(PROMPT): Filter out every line below that lacks "Chyasundol", and copy the rest.

───── PROVIDED MATERIAL ─────

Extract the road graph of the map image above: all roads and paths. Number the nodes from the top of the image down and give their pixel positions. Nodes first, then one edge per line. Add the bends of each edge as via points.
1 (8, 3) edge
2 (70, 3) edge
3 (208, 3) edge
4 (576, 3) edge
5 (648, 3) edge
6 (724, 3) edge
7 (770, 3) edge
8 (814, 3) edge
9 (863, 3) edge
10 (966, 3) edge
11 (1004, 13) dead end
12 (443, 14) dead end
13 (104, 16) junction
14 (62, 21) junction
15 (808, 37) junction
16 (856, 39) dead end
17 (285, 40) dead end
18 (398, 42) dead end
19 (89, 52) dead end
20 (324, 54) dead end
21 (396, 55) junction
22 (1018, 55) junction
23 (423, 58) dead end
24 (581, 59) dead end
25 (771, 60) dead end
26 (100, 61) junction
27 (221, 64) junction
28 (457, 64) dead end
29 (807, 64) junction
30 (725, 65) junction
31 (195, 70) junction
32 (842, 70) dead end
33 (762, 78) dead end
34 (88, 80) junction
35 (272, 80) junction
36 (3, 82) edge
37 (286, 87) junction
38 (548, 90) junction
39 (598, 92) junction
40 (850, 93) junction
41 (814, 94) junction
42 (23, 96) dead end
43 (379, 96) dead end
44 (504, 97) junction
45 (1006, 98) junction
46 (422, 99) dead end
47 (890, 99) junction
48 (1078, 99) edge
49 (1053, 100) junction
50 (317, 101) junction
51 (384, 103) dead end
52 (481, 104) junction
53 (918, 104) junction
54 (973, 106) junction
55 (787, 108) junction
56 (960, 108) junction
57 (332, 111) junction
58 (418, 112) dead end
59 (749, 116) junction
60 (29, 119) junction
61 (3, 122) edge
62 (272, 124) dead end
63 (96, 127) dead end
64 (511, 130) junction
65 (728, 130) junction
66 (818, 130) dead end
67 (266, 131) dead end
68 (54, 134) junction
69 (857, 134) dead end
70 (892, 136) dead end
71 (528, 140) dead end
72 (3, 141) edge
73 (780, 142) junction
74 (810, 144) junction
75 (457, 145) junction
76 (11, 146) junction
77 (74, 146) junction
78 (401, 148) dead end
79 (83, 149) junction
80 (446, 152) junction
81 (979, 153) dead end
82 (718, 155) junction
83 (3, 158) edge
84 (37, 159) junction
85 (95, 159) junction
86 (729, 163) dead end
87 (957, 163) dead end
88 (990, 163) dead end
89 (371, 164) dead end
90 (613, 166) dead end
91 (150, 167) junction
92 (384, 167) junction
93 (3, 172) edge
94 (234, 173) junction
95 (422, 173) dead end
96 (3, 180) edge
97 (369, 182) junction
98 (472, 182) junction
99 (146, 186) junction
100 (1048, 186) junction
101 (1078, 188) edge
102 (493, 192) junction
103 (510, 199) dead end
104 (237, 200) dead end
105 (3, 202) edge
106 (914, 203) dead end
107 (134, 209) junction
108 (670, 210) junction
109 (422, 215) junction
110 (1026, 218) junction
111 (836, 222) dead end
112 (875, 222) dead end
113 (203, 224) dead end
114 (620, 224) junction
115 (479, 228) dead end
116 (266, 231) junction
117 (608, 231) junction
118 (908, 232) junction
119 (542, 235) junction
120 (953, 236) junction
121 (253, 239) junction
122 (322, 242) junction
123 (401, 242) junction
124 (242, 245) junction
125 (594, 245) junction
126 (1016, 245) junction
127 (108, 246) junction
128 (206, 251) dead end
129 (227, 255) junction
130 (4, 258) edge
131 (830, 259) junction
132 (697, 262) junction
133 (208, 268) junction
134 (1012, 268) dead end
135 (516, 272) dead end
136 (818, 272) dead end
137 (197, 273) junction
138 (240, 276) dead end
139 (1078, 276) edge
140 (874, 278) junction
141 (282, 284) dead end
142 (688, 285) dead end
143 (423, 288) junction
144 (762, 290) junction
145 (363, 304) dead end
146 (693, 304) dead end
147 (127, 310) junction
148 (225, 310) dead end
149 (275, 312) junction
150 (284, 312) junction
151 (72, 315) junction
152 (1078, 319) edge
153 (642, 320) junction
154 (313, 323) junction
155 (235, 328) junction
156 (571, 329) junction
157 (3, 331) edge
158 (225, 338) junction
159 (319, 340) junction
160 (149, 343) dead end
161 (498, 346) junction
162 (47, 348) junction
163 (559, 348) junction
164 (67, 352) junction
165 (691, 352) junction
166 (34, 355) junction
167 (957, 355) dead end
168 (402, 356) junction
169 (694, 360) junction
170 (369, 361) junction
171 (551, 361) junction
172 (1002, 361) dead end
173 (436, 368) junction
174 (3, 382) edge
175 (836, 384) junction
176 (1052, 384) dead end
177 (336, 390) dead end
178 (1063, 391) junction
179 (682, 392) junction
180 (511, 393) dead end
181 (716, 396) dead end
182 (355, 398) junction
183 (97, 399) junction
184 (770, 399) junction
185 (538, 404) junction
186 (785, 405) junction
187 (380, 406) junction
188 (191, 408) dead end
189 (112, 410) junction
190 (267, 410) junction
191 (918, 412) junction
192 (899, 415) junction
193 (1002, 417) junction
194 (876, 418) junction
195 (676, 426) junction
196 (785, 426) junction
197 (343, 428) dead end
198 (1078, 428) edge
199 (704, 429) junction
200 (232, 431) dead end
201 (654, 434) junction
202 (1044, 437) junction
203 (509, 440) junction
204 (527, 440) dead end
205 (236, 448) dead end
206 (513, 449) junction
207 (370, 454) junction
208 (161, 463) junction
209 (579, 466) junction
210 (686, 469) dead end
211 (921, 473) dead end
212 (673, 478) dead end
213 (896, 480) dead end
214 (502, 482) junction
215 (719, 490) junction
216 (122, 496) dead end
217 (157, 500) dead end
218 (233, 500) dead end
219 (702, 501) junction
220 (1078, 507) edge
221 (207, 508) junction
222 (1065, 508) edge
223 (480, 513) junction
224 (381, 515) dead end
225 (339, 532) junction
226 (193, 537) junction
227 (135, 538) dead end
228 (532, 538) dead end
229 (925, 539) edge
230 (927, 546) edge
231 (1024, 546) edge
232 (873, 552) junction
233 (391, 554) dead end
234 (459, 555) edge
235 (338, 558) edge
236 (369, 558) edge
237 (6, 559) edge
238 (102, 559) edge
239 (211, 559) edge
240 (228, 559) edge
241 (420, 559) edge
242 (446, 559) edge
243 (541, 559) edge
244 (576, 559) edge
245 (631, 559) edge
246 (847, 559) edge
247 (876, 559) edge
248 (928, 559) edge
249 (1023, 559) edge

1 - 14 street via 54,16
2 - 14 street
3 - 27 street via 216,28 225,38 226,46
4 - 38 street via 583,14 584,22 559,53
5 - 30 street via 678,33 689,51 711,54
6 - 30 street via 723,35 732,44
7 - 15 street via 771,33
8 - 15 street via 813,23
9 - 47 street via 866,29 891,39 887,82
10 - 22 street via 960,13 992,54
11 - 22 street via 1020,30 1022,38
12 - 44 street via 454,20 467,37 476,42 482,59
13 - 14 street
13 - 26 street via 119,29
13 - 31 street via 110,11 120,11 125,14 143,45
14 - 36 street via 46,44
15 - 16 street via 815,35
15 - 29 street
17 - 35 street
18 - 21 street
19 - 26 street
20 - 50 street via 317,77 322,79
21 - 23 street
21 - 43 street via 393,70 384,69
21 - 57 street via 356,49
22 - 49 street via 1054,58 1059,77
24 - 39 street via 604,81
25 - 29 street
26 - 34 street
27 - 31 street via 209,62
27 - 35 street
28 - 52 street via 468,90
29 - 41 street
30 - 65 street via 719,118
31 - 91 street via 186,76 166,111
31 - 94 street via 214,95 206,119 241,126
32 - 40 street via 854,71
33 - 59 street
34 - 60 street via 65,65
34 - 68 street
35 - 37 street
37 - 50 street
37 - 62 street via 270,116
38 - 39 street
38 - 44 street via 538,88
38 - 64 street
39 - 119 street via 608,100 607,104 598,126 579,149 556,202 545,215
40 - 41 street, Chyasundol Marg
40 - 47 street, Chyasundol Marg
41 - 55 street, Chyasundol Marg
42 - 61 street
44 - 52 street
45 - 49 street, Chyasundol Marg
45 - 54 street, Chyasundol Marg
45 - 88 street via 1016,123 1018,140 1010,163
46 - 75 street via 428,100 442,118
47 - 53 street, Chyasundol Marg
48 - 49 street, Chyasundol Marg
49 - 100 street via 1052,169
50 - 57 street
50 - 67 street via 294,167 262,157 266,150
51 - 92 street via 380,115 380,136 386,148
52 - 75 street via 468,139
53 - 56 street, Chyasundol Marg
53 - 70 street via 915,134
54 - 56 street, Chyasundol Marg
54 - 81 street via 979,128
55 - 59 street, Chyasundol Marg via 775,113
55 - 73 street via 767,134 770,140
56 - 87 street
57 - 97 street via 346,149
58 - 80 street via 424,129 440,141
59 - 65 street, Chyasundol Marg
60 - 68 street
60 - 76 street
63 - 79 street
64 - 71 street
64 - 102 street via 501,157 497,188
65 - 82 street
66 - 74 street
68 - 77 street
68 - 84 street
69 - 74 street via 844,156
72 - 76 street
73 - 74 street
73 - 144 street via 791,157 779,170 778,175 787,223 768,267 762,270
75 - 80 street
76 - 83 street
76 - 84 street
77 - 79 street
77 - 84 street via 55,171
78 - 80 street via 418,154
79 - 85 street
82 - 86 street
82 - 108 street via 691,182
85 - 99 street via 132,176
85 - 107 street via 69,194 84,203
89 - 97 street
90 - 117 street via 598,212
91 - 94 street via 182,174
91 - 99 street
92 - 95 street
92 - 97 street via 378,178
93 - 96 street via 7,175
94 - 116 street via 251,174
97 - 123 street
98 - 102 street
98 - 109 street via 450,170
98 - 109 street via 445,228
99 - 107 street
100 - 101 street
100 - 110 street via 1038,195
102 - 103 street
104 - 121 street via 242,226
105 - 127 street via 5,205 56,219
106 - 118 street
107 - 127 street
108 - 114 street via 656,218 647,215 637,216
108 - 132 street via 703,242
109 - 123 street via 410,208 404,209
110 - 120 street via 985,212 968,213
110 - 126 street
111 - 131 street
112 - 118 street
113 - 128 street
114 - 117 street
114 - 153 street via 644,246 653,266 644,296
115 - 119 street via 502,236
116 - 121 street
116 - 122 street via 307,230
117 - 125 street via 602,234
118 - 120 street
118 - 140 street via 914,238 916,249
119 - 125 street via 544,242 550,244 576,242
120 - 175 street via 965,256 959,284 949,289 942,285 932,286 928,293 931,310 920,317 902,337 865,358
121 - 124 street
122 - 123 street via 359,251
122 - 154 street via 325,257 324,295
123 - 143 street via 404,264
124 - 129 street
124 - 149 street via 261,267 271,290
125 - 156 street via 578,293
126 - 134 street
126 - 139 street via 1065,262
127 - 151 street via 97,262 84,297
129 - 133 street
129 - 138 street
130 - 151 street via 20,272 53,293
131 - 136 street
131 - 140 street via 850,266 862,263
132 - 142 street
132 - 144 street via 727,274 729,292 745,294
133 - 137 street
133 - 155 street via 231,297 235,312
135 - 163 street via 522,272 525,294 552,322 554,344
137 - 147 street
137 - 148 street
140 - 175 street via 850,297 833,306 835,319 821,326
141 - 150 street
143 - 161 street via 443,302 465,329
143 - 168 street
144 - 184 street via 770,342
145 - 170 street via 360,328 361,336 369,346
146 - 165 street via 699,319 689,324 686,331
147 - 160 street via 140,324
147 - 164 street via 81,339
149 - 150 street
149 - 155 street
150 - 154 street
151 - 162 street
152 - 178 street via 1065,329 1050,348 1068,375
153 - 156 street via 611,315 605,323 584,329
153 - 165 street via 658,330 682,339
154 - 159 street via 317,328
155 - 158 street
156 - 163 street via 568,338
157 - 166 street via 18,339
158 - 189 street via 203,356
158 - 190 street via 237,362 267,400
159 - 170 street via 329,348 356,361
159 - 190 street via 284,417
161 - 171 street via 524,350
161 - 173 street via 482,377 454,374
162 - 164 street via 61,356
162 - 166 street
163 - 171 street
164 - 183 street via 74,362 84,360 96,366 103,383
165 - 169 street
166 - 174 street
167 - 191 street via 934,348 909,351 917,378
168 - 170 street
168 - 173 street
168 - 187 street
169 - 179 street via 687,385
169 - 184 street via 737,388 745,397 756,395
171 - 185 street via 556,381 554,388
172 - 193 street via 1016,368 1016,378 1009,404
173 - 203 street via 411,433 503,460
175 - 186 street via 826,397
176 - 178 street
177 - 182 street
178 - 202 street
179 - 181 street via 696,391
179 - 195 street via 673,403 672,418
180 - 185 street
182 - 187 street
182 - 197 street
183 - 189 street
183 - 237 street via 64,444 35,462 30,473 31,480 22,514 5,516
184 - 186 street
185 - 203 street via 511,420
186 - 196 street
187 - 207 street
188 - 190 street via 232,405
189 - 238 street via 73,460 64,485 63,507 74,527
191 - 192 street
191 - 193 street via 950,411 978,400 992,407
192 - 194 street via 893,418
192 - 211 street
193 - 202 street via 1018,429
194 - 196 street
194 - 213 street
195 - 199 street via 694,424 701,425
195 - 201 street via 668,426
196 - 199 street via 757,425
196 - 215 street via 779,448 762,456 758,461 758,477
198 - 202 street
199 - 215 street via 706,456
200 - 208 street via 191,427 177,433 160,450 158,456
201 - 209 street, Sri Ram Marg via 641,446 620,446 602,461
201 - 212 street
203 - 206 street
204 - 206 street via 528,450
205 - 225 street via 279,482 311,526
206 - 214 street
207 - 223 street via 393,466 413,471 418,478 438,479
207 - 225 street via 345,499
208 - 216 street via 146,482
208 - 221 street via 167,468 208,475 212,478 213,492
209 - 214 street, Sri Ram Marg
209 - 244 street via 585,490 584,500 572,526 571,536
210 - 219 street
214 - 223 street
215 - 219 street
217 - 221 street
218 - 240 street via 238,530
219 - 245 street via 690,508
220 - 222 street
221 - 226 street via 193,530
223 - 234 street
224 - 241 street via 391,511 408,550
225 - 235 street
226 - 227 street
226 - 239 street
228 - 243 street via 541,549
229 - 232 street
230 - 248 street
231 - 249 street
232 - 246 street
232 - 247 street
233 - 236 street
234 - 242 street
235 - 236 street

─────

(SOLUTION BELOW):
40 - 41 street, Chyasundol Marg
40 - 47 street, Chyasundol Marg
41 - 55 street, Chyasundol Marg
45 - 49 street, Chyasundol Marg
45 - 54 street, Chyasundol Marg
47 - 53 street, Chyasundol Marg
48 - 49 street, Chyasundol Marg
53 - 56 street, Chyasundol Marg
54 - 56 street, Chyasundol Marg
55 - 59 street, Chyasundol Marg via 775,113
59 - 65 street, Chyasundol Marg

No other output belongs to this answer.